Retype everything in the entries that follow, exactly as shown.
* * *
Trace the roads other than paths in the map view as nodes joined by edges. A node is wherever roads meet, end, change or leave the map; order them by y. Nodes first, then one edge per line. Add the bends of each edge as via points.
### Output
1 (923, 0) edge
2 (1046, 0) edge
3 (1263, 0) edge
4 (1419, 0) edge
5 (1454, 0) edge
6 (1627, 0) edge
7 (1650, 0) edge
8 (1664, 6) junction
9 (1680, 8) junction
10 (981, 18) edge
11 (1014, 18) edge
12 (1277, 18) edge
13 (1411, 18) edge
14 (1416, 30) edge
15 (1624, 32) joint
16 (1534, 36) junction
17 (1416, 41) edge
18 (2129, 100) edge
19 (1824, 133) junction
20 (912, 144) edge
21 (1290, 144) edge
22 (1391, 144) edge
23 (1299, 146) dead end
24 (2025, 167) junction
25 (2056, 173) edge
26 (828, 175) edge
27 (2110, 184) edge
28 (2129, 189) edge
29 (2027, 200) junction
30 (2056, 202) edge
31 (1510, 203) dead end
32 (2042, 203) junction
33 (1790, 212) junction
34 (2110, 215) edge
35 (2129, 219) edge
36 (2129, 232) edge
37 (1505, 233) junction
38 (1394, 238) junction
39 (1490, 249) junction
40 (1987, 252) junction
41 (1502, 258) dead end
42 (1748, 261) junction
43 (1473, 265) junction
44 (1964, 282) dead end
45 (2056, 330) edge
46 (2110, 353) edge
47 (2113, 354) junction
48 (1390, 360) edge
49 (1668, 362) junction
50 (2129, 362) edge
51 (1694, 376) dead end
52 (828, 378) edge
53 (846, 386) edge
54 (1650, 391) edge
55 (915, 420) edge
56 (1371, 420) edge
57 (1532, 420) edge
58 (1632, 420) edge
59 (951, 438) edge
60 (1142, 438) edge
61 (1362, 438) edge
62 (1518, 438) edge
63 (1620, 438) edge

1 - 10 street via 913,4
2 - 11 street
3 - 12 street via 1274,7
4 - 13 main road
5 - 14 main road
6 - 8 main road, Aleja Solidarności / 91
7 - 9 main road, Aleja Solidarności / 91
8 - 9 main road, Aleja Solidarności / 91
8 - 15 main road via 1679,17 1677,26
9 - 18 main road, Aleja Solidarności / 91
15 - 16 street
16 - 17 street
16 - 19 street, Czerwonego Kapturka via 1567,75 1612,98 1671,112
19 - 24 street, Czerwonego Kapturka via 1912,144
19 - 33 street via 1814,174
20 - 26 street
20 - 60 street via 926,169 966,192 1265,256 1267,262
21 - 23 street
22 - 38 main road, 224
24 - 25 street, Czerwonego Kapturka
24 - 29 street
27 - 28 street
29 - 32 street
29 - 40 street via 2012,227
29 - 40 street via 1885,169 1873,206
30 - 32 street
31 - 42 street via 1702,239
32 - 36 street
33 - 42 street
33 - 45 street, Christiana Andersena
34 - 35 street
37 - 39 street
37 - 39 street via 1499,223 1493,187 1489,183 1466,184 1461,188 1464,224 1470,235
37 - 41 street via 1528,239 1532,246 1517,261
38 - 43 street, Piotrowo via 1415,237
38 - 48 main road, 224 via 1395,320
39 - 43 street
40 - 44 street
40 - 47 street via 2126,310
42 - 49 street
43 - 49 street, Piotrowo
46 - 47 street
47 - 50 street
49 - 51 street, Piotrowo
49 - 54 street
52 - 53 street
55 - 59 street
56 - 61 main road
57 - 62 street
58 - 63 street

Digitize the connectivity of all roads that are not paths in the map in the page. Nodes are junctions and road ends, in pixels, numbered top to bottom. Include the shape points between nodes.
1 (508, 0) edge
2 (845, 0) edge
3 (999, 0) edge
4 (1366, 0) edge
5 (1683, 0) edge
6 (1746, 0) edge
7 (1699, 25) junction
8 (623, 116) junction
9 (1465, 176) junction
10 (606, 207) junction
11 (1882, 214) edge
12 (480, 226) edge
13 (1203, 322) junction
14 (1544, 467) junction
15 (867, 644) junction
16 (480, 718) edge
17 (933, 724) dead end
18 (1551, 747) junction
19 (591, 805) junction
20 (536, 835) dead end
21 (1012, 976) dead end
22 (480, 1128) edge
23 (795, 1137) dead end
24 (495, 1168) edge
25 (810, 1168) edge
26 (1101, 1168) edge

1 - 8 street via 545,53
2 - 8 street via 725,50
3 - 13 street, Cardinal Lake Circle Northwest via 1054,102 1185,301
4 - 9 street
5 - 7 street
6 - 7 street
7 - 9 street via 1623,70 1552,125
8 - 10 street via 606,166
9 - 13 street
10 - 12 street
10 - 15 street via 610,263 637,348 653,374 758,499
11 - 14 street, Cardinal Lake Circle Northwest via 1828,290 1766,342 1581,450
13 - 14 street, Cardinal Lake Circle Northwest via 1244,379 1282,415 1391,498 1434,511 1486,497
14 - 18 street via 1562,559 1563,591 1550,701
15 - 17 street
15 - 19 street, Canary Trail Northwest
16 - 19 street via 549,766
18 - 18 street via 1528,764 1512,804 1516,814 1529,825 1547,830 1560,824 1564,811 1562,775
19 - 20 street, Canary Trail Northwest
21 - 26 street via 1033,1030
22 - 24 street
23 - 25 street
* * *
* [Response to this exercise]:
Trace the roads other than paths in the map view as nodes joined by edges. A node is wherever roads meet, end, change or leave the map; order them by y. Nodes first, then one edge per line. Add the bends of each edge as via points.
### Output
1 (923, 0) edge
2 (1046, 0) edge
3 (1263, 0) edge
4 (1419, 0) edge
5 (1454, 0) edge
6 (1627, 0) edge
7 (1650, 0) edge
8 (1664, 6) junction
9 (1680, 8) junction
10 (981, 18) edge
11 (1014, 18) edge
12 (1277, 18) edge
13 (1411, 18) edge
14 (1416, 30) edge
15 (1624, 32) joint
16 (1534, 36) junction
17 (1416, 41) edge
18 (2129, 100) edge
19 (1824, 133) junction
20 (912, 144) edge
21 (1290, 144) edge
22 (1391, 144) edge
23 (1299, 146) dead end
24 (2025, 167) junction
25 (2056, 173) edge
26 (828, 175) edge
27 (2110, 184) edge
28 (2129, 189) edge
29 (2027, 200) junction
30 (2056, 202) edge
31 (1510, 203) dead end
32 (2042, 203) junction
33 (1790, 212) junction
34 (2110, 215) edge
35 (2129, 219) edge
36 (2129, 232) edge
37 (1505, 233) junction
38 (1394, 238) junction
39 (1490, 249) junction
40 (1987, 252) junction
41 (1502, 258) dead end
42 (1748, 261) junction
43 (1473, 265) junction
44 (1964, 282) dead end
45 (2056, 330) edge
46 (2110, 353) edge
47 (2113, 354) junction
48 (1390, 360) edge
49 (1668, 362) junction
50 (2129, 362) edge
51 (1694, 376) dead end
52 (828, 378) edge
53 (846, 386) edge
54 (1650, 391) edge
55 (915, 420) edge
56 (1371, 420) edge
57 (1532, 420) edge
58 (1632, 420) edge
59 (951, 438) edge
60 (1142, 438) edge
61 (1362, 438) edge
62 (1518, 438) edge
63 (1620, 438) edge

1 - 10 street via 913,4
2 - 11 street
3 - 12 street via 1274,7
4 - 13 main road
5 - 14 main road
6 - 8 main road, Aleja Solidarności / 91
7 - 9 main road, Aleja Solidarności / 91
8 - 9 main road, Aleja Solidarności / 91
8 - 15 main road via 1679,17 1677,26
9 - 18 main road, Aleja Solidarności / 91
15 - 16 street
16 - 17 street
16 - 19 street, Czerwonego Kapturka via 1567,75 1612,98 1671,112
19 - 24 street, Czerwonego Kapturka via 1912,144
19 - 33 street via 1814,174
20 - 26 street
20 - 60 street via 926,169 966,192 1265,256 1267,262
21 - 23 street
22 - 38 main road, 224
24 - 25 street, Czerwonego Kapturka
24 - 29 street
27 - 28 street
29 - 32 street
29 - 40 street via 2012,227
29 - 40 street via 1885,169 1873,206
30 - 32 street
31 - 42 street via 1702,239
32 - 36 street
33 - 42 street
33 - 45 street, Christiana Andersena
34 - 35 street
37 - 39 street
37 - 39 street via 1499,223 1493,187 1489,183 1466,184 1461,188 1464,224 1470,235
37 - 41 street via 1528,239 1532,246 1517,261
38 - 43 street, Piotrowo via 1415,237
38 - 48 main road, 224 via 1395,320
39 - 43 street
40 - 44 street
40 - 47 street via 2126,310
42 - 49 street
43 - 49 street, Piotrowo
46 - 47 street
47 - 50 street
49 - 51 street, Piotrowo
49 - 54 street
52 - 53 street
55 - 59 street
56 - 61 main road
57 - 62 street
58 - 63 street

Digitize the connectivity of all roads that are not paths in the map in the page. Nodes are junctions and road ends, in pixels, numbered top to bottom. Include the shape points between nodes.
1 (508, 0) edge
2 (845, 0) edge
3 (999, 0) edge
4 (1366, 0) edge
5 (1683, 0) edge
6 (1746, 0) edge
7 (1699, 25) junction
8 (623, 116) junction
9 (1465, 176) junction
10 (606, 207) junction
11 (1882, 214) edge
12 (480, 226) edge
13 (1203, 322) junction
14 (1544, 467) junction
15 (867, 644) junction
16 (480, 718) edge
17 (933, 724) dead end
18 (1551, 747) junction
19 (591, 805) junction
20 (536, 835) dead end
21 (1012, 976) dead end
22 (480, 1128) edge
23 (795, 1137) dead end
24 (495, 1168) edge
25 (810, 1168) edge
26 (1101, 1168) edge

1 - 8 street via 545,53
2 - 8 street via 725,50
3 - 13 street, Cardinal Lake Circle Northwest via 1054,102 1185,301
4 - 9 street
5 - 7 street
6 - 7 street
7 - 9 street via 1623,70 1552,125
8 - 10 street via 606,166
9 - 13 street
10 - 12 street
10 - 15 street via 610,263 637,348 653,374 758,499
11 - 14 street, Cardinal Lake Circle Northwest via 1828,290 1766,342 1581,450
13 - 14 street, Cardinal Lake Circle Northwest via 1244,379 1282,415 1391,498 1434,511 1486,497
14 - 18 street via 1562,559 1563,591 1550,701
15 - 17 street
15 - 19 street, Canary Trail Northwest
16 - 19 street via 549,766
18 - 18 street via 1528,764 1512,804 1516,814 1529,825 1547,830 1560,824 1564,811 1562,775
19 - 20 street, Canary Trail Northwest
21 - 26 street via 1033,1030
22 - 24 street
23 - 25 street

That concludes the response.